▽

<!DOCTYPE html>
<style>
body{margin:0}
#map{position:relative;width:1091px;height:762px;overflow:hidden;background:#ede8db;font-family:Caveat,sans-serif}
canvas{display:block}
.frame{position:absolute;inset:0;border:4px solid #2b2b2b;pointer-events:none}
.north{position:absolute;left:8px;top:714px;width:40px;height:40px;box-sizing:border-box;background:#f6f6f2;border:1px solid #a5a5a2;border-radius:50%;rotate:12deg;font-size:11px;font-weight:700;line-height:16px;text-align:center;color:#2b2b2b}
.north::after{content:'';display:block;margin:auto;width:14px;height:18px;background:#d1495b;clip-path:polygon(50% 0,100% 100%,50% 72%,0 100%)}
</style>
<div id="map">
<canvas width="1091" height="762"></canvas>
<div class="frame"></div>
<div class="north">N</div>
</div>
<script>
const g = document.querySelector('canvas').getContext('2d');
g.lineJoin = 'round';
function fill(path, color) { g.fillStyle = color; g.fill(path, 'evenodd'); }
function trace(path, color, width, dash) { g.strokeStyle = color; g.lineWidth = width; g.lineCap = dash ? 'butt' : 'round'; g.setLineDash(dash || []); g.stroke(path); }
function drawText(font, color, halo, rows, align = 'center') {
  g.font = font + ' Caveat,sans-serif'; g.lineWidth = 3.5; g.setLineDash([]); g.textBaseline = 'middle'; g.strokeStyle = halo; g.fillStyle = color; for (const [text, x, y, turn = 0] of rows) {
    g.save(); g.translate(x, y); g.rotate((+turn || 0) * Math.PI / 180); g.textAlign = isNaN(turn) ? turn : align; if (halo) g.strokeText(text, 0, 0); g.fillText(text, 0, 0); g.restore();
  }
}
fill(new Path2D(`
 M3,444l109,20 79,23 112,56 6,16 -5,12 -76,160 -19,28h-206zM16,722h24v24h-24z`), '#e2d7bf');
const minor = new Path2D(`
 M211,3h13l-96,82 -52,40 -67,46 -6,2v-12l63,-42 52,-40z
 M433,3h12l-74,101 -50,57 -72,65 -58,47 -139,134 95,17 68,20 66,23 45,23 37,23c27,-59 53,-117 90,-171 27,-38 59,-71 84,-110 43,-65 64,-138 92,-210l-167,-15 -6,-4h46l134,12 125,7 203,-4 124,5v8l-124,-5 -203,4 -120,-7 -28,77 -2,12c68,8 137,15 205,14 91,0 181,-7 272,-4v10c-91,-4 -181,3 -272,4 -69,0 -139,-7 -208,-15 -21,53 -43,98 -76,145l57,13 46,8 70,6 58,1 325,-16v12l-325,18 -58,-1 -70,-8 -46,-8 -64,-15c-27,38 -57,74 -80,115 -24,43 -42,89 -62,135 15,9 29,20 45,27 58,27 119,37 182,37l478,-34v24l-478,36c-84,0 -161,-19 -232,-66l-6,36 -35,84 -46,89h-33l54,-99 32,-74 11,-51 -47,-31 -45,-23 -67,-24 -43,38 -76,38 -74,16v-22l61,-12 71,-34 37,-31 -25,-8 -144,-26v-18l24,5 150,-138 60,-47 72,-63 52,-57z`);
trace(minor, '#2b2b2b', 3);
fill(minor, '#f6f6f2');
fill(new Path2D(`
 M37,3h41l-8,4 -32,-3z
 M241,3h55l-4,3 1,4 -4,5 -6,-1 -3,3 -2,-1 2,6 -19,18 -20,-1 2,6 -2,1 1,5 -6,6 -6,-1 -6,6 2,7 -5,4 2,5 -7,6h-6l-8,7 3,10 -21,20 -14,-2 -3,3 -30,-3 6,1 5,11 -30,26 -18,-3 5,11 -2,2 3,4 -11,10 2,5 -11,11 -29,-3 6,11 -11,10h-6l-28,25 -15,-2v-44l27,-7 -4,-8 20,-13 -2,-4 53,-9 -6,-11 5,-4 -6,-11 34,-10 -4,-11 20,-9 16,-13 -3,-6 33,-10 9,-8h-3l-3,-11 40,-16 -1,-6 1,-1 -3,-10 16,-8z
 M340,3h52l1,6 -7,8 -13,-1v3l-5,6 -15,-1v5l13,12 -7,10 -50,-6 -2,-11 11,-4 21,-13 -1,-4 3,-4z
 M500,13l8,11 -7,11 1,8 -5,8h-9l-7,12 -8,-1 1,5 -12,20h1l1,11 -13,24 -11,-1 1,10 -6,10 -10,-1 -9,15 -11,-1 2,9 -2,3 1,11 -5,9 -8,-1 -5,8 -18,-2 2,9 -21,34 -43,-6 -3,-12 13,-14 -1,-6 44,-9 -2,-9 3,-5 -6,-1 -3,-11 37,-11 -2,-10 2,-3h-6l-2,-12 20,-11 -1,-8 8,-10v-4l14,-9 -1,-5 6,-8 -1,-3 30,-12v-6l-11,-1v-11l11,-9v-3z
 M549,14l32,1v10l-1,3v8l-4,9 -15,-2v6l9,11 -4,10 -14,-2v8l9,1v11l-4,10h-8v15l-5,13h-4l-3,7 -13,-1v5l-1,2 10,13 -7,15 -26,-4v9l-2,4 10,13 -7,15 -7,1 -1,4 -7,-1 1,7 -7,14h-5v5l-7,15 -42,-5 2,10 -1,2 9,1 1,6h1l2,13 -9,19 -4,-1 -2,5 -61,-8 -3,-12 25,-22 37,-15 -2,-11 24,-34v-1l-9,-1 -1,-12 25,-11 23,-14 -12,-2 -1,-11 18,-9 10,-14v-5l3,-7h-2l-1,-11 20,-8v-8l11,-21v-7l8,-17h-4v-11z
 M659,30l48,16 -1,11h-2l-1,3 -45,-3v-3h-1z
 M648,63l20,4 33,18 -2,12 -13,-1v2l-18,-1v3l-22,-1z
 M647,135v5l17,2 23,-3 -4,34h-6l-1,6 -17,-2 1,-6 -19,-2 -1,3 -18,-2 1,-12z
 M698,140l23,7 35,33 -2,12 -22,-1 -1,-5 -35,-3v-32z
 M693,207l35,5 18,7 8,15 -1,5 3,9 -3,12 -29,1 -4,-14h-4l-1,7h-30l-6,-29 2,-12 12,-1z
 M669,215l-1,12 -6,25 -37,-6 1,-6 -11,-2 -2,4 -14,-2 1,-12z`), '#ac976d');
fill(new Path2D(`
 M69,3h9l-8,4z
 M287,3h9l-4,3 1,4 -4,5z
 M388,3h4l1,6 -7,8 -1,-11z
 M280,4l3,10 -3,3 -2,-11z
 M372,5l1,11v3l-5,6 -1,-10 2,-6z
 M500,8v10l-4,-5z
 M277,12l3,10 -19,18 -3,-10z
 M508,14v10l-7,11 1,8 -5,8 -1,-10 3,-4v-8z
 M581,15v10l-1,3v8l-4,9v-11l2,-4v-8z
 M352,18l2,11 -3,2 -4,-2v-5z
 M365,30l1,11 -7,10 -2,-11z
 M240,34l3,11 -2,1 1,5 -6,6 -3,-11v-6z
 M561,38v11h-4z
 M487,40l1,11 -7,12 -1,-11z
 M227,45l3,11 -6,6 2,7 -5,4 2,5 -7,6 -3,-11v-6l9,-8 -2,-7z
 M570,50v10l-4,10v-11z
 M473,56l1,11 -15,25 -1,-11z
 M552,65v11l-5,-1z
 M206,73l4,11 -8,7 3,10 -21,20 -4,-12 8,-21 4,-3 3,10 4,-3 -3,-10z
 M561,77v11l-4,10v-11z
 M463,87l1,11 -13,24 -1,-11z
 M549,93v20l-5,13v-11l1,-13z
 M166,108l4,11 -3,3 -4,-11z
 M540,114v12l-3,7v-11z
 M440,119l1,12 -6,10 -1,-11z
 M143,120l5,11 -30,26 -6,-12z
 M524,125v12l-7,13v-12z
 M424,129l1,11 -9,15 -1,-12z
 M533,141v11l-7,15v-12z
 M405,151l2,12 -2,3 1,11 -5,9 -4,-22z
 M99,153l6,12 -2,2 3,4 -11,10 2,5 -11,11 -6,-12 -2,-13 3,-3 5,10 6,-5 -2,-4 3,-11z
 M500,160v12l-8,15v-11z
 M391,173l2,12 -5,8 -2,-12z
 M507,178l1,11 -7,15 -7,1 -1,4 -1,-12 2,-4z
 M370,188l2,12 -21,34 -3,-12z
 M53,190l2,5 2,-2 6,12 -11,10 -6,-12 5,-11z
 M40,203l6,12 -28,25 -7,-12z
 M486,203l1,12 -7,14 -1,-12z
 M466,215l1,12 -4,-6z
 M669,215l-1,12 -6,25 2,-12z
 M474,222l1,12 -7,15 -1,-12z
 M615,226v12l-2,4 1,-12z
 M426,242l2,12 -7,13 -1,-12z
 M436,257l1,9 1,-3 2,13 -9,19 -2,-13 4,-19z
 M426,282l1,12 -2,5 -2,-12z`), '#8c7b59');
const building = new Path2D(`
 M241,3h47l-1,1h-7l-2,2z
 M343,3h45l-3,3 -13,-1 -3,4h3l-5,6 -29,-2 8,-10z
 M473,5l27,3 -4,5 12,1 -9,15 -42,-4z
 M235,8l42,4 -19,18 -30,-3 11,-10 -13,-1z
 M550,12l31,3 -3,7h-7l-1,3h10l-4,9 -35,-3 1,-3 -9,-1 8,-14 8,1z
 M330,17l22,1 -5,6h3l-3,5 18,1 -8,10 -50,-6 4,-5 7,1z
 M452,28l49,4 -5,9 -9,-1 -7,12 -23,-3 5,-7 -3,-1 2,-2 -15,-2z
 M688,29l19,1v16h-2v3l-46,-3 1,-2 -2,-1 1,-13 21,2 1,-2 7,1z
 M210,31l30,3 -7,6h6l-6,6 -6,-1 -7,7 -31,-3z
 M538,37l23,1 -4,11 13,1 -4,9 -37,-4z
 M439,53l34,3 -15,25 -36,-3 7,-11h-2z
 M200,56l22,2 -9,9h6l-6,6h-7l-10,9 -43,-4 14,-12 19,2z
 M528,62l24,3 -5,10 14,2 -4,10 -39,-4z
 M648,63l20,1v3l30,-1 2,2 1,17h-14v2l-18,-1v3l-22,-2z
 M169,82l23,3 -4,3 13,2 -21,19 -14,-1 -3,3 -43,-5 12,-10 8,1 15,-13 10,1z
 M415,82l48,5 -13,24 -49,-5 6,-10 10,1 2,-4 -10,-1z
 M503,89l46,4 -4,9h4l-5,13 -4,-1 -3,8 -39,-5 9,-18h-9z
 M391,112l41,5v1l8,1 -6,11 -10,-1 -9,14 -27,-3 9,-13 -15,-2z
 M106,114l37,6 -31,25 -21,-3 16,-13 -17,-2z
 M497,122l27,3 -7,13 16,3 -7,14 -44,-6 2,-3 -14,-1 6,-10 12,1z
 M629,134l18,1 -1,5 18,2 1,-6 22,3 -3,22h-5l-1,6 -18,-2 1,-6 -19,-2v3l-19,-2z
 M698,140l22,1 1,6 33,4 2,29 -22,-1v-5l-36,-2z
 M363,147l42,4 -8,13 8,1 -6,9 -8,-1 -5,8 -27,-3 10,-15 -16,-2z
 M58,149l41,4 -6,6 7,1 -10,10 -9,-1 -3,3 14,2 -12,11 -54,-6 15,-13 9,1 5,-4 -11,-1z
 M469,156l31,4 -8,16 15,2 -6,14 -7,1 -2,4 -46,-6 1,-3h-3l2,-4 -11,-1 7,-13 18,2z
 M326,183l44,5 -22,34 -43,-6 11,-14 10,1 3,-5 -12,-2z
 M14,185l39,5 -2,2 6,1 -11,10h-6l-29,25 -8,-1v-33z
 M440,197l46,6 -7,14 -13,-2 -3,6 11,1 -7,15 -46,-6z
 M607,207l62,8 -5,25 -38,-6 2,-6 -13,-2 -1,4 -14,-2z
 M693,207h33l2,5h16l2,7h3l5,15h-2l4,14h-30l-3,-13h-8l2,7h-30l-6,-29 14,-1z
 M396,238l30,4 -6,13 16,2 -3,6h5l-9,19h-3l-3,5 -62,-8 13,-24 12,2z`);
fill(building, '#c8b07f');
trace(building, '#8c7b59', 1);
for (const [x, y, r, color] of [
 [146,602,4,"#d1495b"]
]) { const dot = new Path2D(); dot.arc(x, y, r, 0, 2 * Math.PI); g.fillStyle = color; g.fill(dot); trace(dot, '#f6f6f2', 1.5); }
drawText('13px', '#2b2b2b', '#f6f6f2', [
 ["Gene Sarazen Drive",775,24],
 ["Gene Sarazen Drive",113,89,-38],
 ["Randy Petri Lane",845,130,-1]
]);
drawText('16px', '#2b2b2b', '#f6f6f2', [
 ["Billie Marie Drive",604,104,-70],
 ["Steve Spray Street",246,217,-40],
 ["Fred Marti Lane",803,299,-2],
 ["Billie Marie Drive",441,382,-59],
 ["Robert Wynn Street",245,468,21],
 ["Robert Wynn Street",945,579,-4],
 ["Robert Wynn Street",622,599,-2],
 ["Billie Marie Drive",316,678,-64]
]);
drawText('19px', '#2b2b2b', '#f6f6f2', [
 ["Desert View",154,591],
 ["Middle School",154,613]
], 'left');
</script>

△

• _Exercise_: Begin with the first line of the listing and copy exactly through the line that contains "M211,3h13l-96,82 -52,40 -67,46", please, keeping both ends and leaving out everything after.

• _The completed task_:
<!DOCTYPE html>
<style>
body{margin:0}
#map{position:relative;width:1091px;height:762px;overflow:hidden;background:#ede8db;font-family:Caveat,sans-serif}
canvas{display:block}
.frame{position:absolute;inset:0;border:4px solid #2b2b2b;pointer-events:none}
.north{position:absolute;left:8px;top:714px;width:40px;height:40px;box-sizing:border-box;background:#f6f6f2;border:1px solid #a5a5a2;border-radius:50%;rotate:12deg;font-size:11px;font-weight:700;line-height:16px;text-align:center;color:#2b2b2b}
.north::after{content:'';display:block;margin:auto;width:14px;height:18px;background:#d1495b;clip-path:polygon(50% 0,100% 100%,50% 72%,0 100%)}
</style>
<div id="map">
<canvas width="1091" height="762"></canvas>
<div class="frame"></div>
<div class="north">N</div>
</div>
<script>
const g = document.querySelector('canvas').getContext('2d');
g.lineJoin = 'round';
function fill(path, color) { g.fillStyle = color; g.fill(path, 'evenodd'); }
function trace(path, color, width, dash) { g.strokeStyle = color; g.lineWidth = width; g.lineCap = dash ? 'butt' : 'round'; g.setLineDash(dash || []); g.stroke(path); }
function drawText(font, color, halo, rows, align = 'center') {
  g.font = font + ' Caveat,sans-serif'; g.lineWidth = 3.5; g.setLineDash([]); g.textBaseline = 'middle'; g.strokeStyle = halo; g.fillStyle = color; for (const [text, x, y, turn = 0] of rows) {
    g.save(); g.translate(x, y); g.rotate((+turn || 0) * Math.PI / 180); g.textAlign = isNaN(turn) ? turn : align; if (halo) g.strokeText(text, 0, 0); g.fillText(text, 0, 0); g.restore();
  }
}
fill(new Path2D(`
 M3,444l109,20 79,23 112,56 6,16 -5,12 -76,160 -19,28h-206zM16,722h24v24h-24z`), '#e2d7bf');
const minor = new Path2D(`
 M211,3h13l-96,82 -52,40 -67,46 -6,2v-12l63,-42 52,-40z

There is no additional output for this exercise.